Sotto le colonne di fumo, almeno una decina di attacchi ieri hanno preso di mira anche l'aeroporto della capitale yemenita dov'era presente anche il numero uno dell'Oms Ghebreyesus che si è salvato per miracolo. Almeno 4 morti e 21 feriti, secondo la tv Al Masirah. Raid rivendicati da Netanyahu e conditi da un messaggio alle milizie filo-iraniane e alla comunità internazionale: «Siamo determinati a sradicare questo braccio terroristico dell'asse del male iraniano», ha detto Bibi, tracciando una strategia tesa a ridimensionare tutti i rischi provenienti dai tentacoli iraniani. «Continueremo finché non avremo finito il lavoro».

Dopo aver pressoché azzerato la capacità militare di Hamas a Gaza, anche grazie a un terzo corridoio militare in via di finalizzazione nella zona settentrionale, e aver contenuto quella di Hezbollah in Libano, due giorni fa era arrivata la promessa di Netanyahu: «Anche gli Houthi impareranno ciò che hanno imparato Hamas, Hezbollah, Assad e altri». Ieri il ministro della Difesa Katz ha confermato che Israele «darà la caccia» a tutti i leader Houthi, la terza «H» minacciosa. Lunedì si riunirà il Consiglio di sicurezza dell'Onu per valutare gli sviluppi della crisi. Ma intanto sul campo si continuano a contare i morti. Nella Striscia, 38 persone uccise in 48 ore; oltre 45mila vittime in 448 giorni di guerra, secondo Hamas.
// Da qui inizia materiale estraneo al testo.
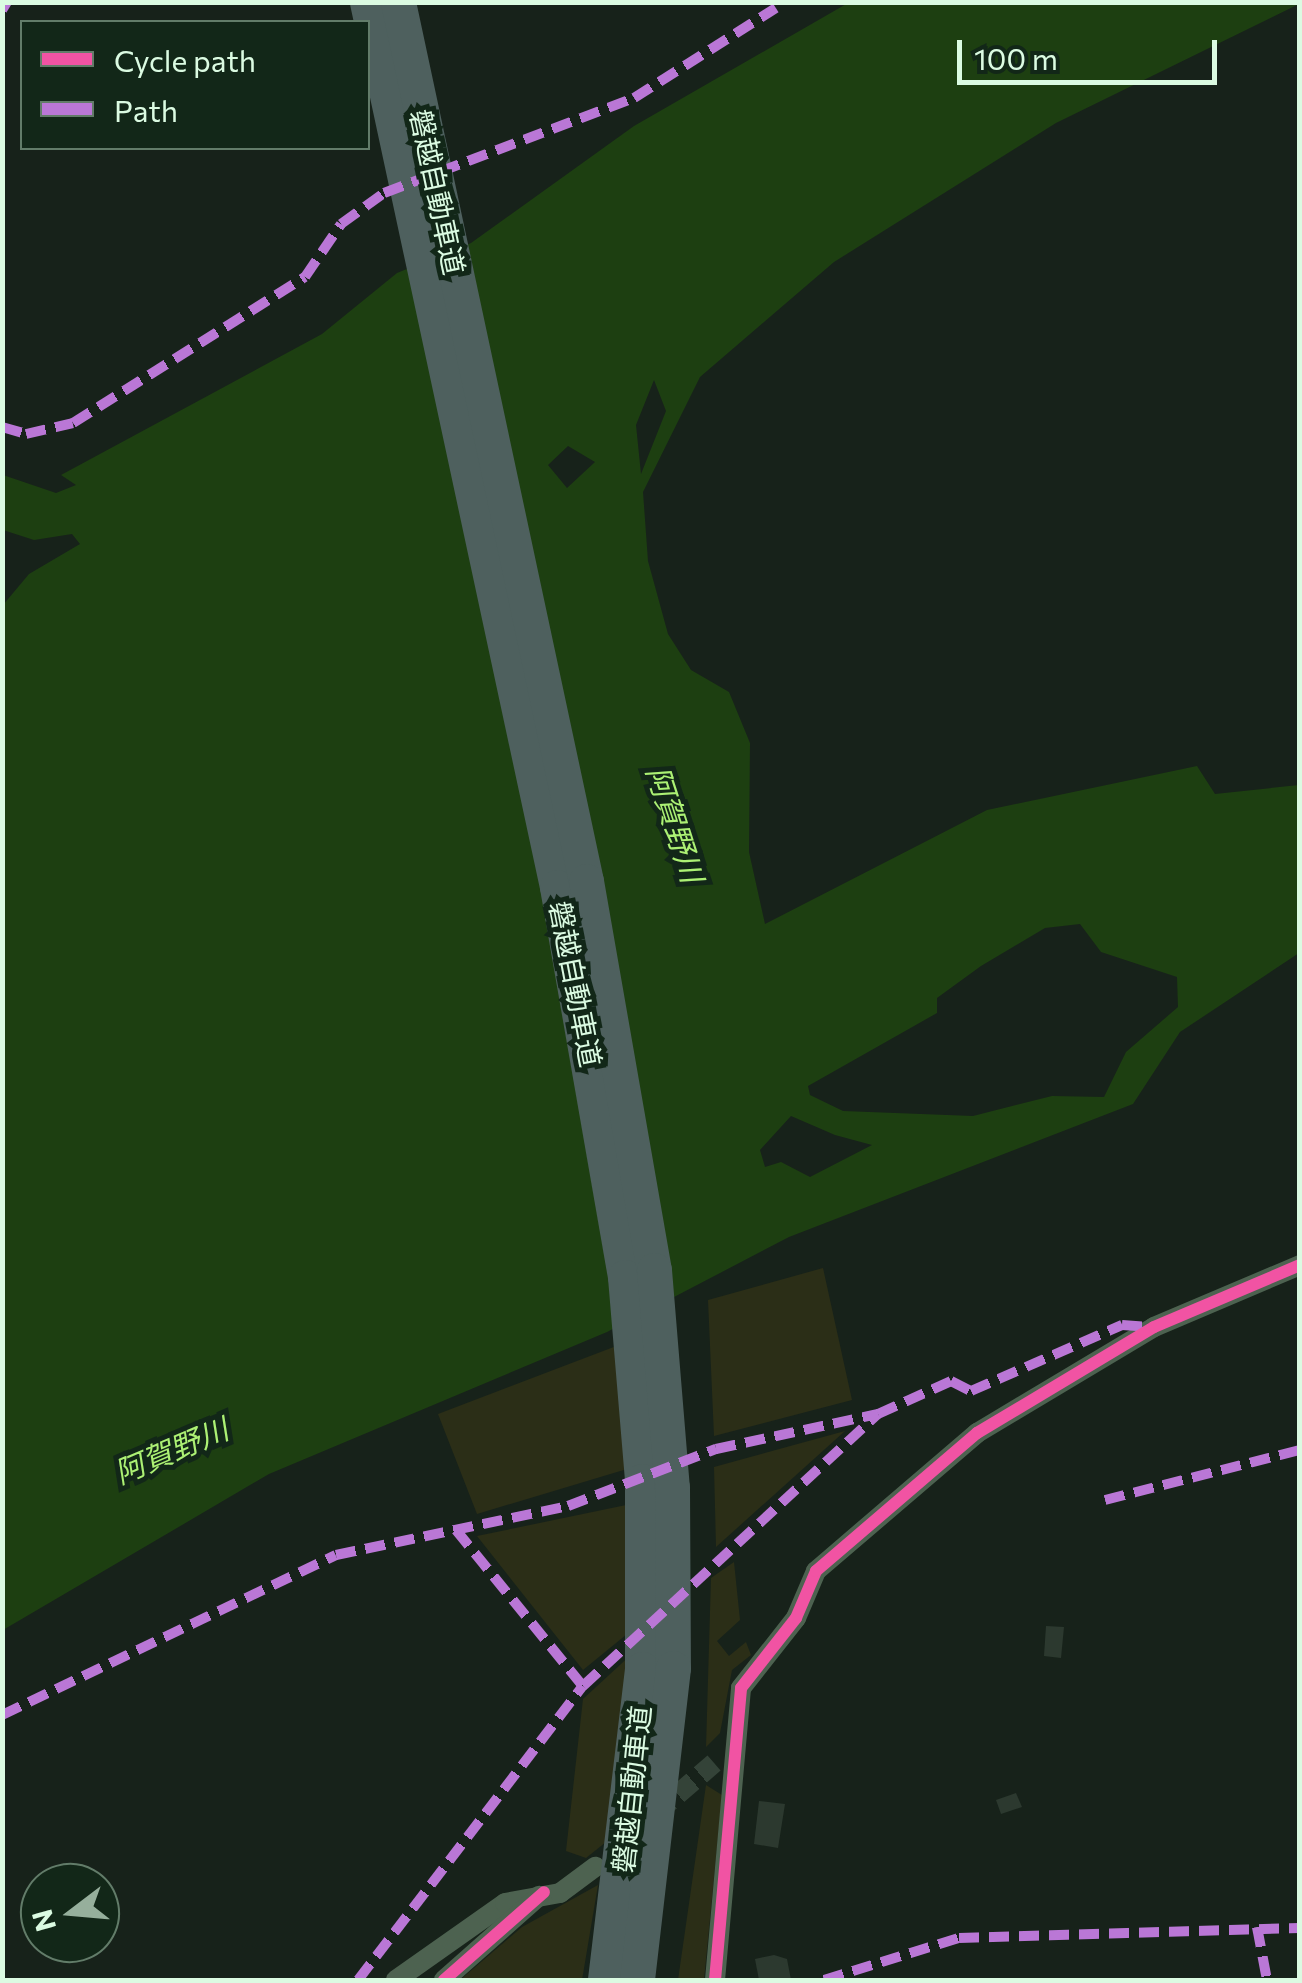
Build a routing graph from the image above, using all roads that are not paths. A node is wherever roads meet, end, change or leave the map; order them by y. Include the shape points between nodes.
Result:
1 (367, 2) edge
2 (398, 2) edge
3 (1300, 1264) edge
4 (658, 1669) junction
5 (731, 1740) junction
6 (714, 1764) tunnel mouth
7 (595, 1867) dead end
8 (544, 1892) junction
9 (396, 1980) edge
10 (444, 1980) edge
11 (605, 1980) edge
12 (637, 1980) edge
13 (652, 1980) edge
14 (715, 1980) edge

1 - 4 highway, 磐越自動車道 via 605,1142 636,1380
2 - 4 highway, 磐越自動車道 via 636,1140 666,1383
3 - 5 street via 1082,1367 977,1432 874,1517 816,1571 796,1618 741,1688
4 - 11 highway, 磐越自動車道
4 - 12 highway, 磐越自動車道
4 - 13 highway via 679,1767
5 - 6 street
5 - 14 street
7 - 8 street via 560,1893
8 - 9 street via 505,1904
8 - 10 street

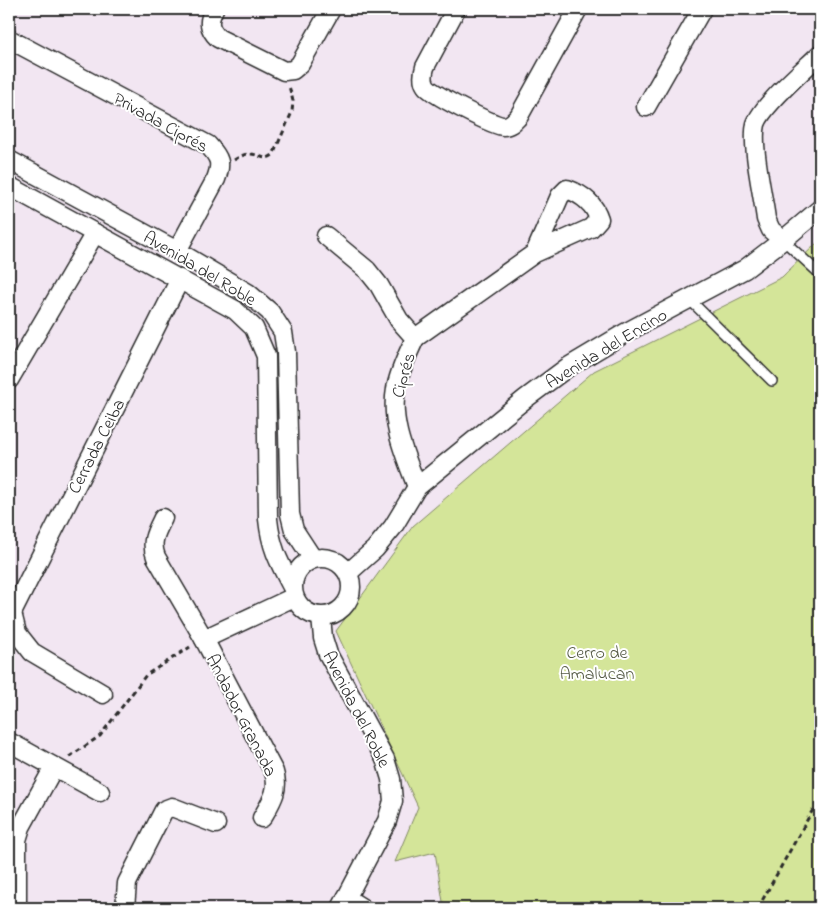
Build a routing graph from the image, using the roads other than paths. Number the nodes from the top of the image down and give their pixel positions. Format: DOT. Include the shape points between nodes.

Centrato ieri anche un furgone con a bordo 5 reporter della tv al-Quds affiliata alla Jihad islamica, l'altra organizzazione terroristica della Striscia. Per l'Idf, le forze armate israeliane, un «attacco mirato» nei pressi dell'ospedale a Nuseirat, nel centro di Gaza: «Erano terroristi travestiti da giornalisti, adottate misure per mitigare il rischio di ferire i civili, munizioni di precisione, sorveglianza aerea».
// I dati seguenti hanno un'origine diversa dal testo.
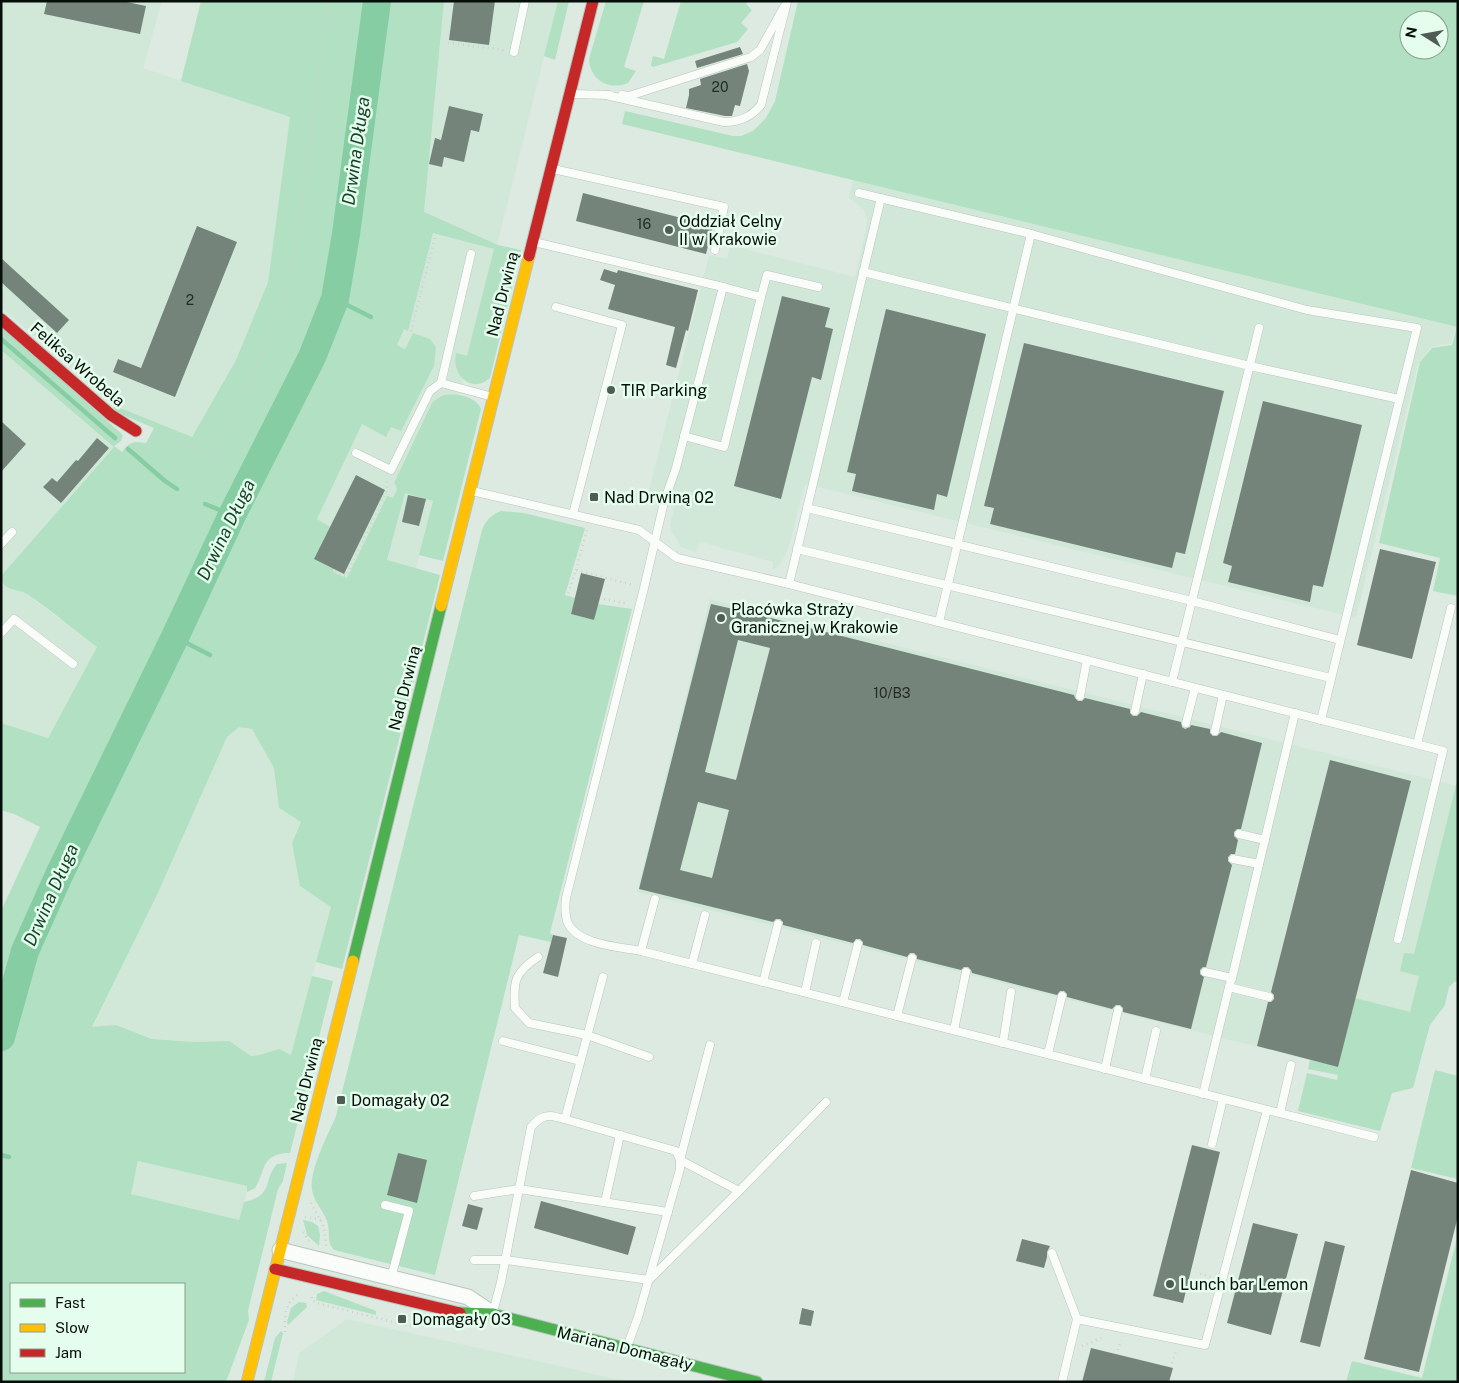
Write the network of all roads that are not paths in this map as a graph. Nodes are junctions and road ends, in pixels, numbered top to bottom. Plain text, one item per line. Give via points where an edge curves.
1 (525, 1) edge
2 (593, 1) edge
3 (788, 2) edge
4 (514, 52) dead end
5 (569, 94) junction
6 (606, 95) junction
7 (551, 169) junction
8 (859, 193) dead end
9 (881, 198) junction
10 (1031, 234) junction
11 (532, 242) junction
12 (715, 250) dead end
13 (471, 254) dead end
14 (863, 272) junction
15 (723, 287) junction
16 (818, 287) dead end
17 (761, 297) junction
18 (556, 307) dead end
19 (1013, 307) junction
20 (1, 320) edge
21 (1259, 328) dead end
22 (1250, 366) junction
23 (441, 382) junction
24 (493, 397) junction
25 (1399, 399) junction
26 (136, 431) road end
27 (684, 436) junction
28 (356, 453) dead end
29 (470, 490) junction
30 (807, 508) junction
31 (573, 514) junction
32 (12, 532) dead end
33 (654, 541) junction
34 (1, 544) edge
35 (957, 544) junction
36 (797, 549) junction
37 (788, 584) junction
38 (947, 586) junction
39 (1192, 601) junction
40 (1451, 608) dead end
41 (939, 622) junction
42 (1, 633) edge
43 (1340, 640) junction
44 (1181, 643) junction
45 (1087, 660) junction
46 (73, 664) dead end
47 (1143, 674) junction
48 (1331, 678) junction
49 (1172, 682) junction
50 (1195, 688) junction
51 (1223, 695) junction
52 (1080, 696) dead end
53 (1135, 710) dead end
54 (1295, 713) junction
55 (1321, 720) junction
56 (1186, 723) dead end
57 (1215, 731) dead end
58 (1416, 744) junction
59 (1239, 834) dead end
60 (1265, 840) junction
61 (1233, 859) dead end
62 (1259, 864) junction
63 (655, 899) dead end
64 (705, 915) dead end
65 (778, 924) dead end
66 (1398, 939) dead end
67 (816, 942) dead end
68 (858, 944) dead end
69 (642, 951) junction
70 (538, 957) dead end
71 (912, 958) dead end
72 (692, 964) junction
73 (966, 972) dead end
74 (1205, 972) dead end
75 (603, 976) dead end
76 (1232, 978) junction
77 (763, 982) junction
78 (1229, 987) junction
79 (805, 992) junction
80 (1011, 992) dead end
81 (1062, 996) dead end
82 (1269, 997) dead end
83 (842, 1002) junction
84 (1118, 1010) dead end
85 (897, 1016) junction
86 (954, 1030) junction
87 (1156, 1031) dead end
88 (587, 1034) junction
89 (503, 1041) dead end
90 (1003, 1043) junction
91 (710, 1045) dead end
92 (1048, 1054) junction
93 (649, 1057) dead end
94 (580, 1061) junction
95 (1291, 1065) dead end
96 (1105, 1069) junction
97 (1145, 1079) junction
98 (1203, 1094) junction
99 (1223, 1099) junction
100 (826, 1102) dead end
101 (1267, 1110) junction
102 (1280, 1113) junction
103 (565, 1119) junction
104 (620, 1135) junction
105 (1374, 1137) dead end
106 (1212, 1144) dead end
107 (680, 1160) junction
108 (519, 1189) junction
109 (739, 1191) junction
110 (474, 1196) dead end
111 (605, 1202) junction
112 (385, 1205) dead end
113 (668, 1212) junction
114 (280, 1250) junction
115 (1052, 1253) dead end
116 (474, 1260) dead end
117 (506, 1260) junction
118 (275, 1269) junction
119 (391, 1278) junction
120 (649, 1280) junction
121 (492, 1314) junction
122 (1078, 1320) junction
123 (627, 1348) junction
124 (247, 1382) edge
125 (757, 1382) edge
126 (1062, 1382) edge

1 - 4 lane
2 - 5 street, Nad Drwiną
3 - 6 lane via 760,50 751,57 629,96
3 - 6 lane via 761,105 754,114 724,122
5 - 6 lane
5 - 7 street, Nad Drwiną
7 - 11 street, Nad Drwiną
7 - 12 lane via 724,207
8 - 9 lane
9 - 10 lane
9 - 14 lane
10 - 19 lane
10 - 25 lane via 1307,310 1417,328
11 - 15 lane
11 - 24 street, Nad Drwiną
13 - 23 lane
14 - 19 lane
14 - 30 lane
15 - 17 lane
15 - 27 lane
16 - 17 lane via 767,275
17 - 27 lane via 724,447
18 - 31 lane via 622,325
19 - 22 lane
19 - 35 lane
20 - 26 street, Feliksa Wrobela via 110,415
21 - 22 lane
22 - 25 lane
22 - 39 lane
23 - 24 lane
23 - 28 lane via 430,391 391,470
24 - 29 street, Nad Drwiną
25 - 43 lane
27 - 33 lane
29 - 31 lane
29 - 114 street, Nad Drwiną
30 - 35 lane
30 - 36 lane
31 - 33 lane via 639,530
32 - 34 lane
33 - 37 lane via 676,558
33 - 69 lane via 565,911 568,923 584,940
35 - 38 lane
35 - 39 lane
36 - 37 lane
36 - 38 lane
37 - 41 lane
38 - 41 lane
38 - 44 lane
39 - 43 lane
39 - 44 lane
40 - 58 lane
41 - 45 lane
42 - 46 lane via 14,619
43 - 48 lane
44 - 48 lane
44 - 49 lane
45 - 47 lane
45 - 52 lane
47 - 49 lane
47 - 53 lane
48 - 55 lane
49 - 50 lane
50 - 51 lane
50 - 56 lane
51 - 54 lane
51 - 57 lane
54 - 55 lane
54 - 60 lane
55 - 58 lane
58 - 66 lane via 1443,751
59 - 60 lane
60 - 62 lane
61 - 62 lane
62 - 76 lane
63 - 69 lane
64 - 72 lane
65 - 77 lane
67 - 79 lane
68 - 83 lane
69 - 72 lane
70 - 88 lane via 524,966 514,986 515,1008 529,1022
71 - 85 lane
72 - 77 lane
73 - 86 lane
74 - 76 lane
75 - 88 lane
76 - 78 lane
77 - 79 lane
78 - 82 lane
78 - 98 lane
79 - 83 lane
80 - 90 lane
81 - 92 lane
83 - 85 lane
84 - 96 lane
85 - 86 lane
86 - 90 lane
87 - 97 lane
88 - 93 lane
88 - 94 lane
89 - 94 lane
90 - 92 lane
91 - 107 lane
92 - 96 lane
94 - 103 lane
95 - 102 lane
96 - 97 lane
97 - 98 lane
98 - 99 lane
99 - 101 lane
99 - 106 lane
100 - 109 lane
101 - 102 lane
101 - 122 lane via 1205,1345
102 - 105 lane
103 - 104 lane
103 - 108 lane via 549,1115 531,1127
104 - 107 lane via 676,1151
104 - 111 lane
107 - 109 lane
107 - 113 lane
108 - 110 lane
108 - 111 lane
108 - 117 lane
109 - 120 lane
111 - 113 lane
112 - 119 lane via 408,1211
113 - 120 lane
114 - 118 street, Nad Drwiną
114 - 119 street, Mariana Domagały
115 - 122 lane
116 - 117 lane
117 - 120 lane
117 - 121 lane
118 - 121 street, Mariana Domagały via 463,1314
118 - 124 street, Nad Drwiną
119 - 121 street, Mariana Domagały via 468,1297
120 - 123 lane
121 - 123 street, Mariana Domagały
122 - 126 lane
123 - 125 street, Mariana Domagały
Alle morti per «attacchi a cellule terroristiche», si aggiunge quella di una neonata perita nella notte di Natale a causa del freddo in una tendopoli per sfollati nell'area di Khan Younis, nel Sud, e di un altro infante ieri, portando a 4 i bimbi assiderati in 72 ore causa di temperature crollate a zero gradi. «Notizie che dovrebbero spingerci a chiedere la fine della guerra, rifornimenti invernali per Gaza e il rilascio completo degli ostaggi», ha scritto su X l'ambasciatore tedesco in Israele. Non si registrano però progressi nella trattative per la liberazione dei rapiti ancora nelle mani di Hamas. Un loro funzionario ha detto al quotidiano Al-Araby Al-Jadeed di proprietà del Qatar (dove si svolgono a singhiozzo le trattative sul cessate il fuoco) che Hamas ha fornito un elenco parziale degli ostaggi rimasti vivi, e non è in grado di comunicare con tutti i gruppi che li tengono prigionieri finché Bibi non ferma i raid.

Bluff di Hamas o realtà, il premier israeliano è in difficoltà. Ieri l'ultimatum dei parenti dei rapiti: «Firmi la tregua o faremo ricorso alla Corte suprema».

Situazione politica incandescente: oltre al fronte aperto pure in Cisgiordania con vari blitz a Tulkarem (mentre in certi campi profughi tira aria di rivolta e continuano i reclutamenti di Hamas), ieri il ministro Ben Gvir (anti-arabo) è entrato nella Spianata delle Moschee di Gerusalemme, sede della Moschea al Aqsa (terzo sito più sacro all'islam).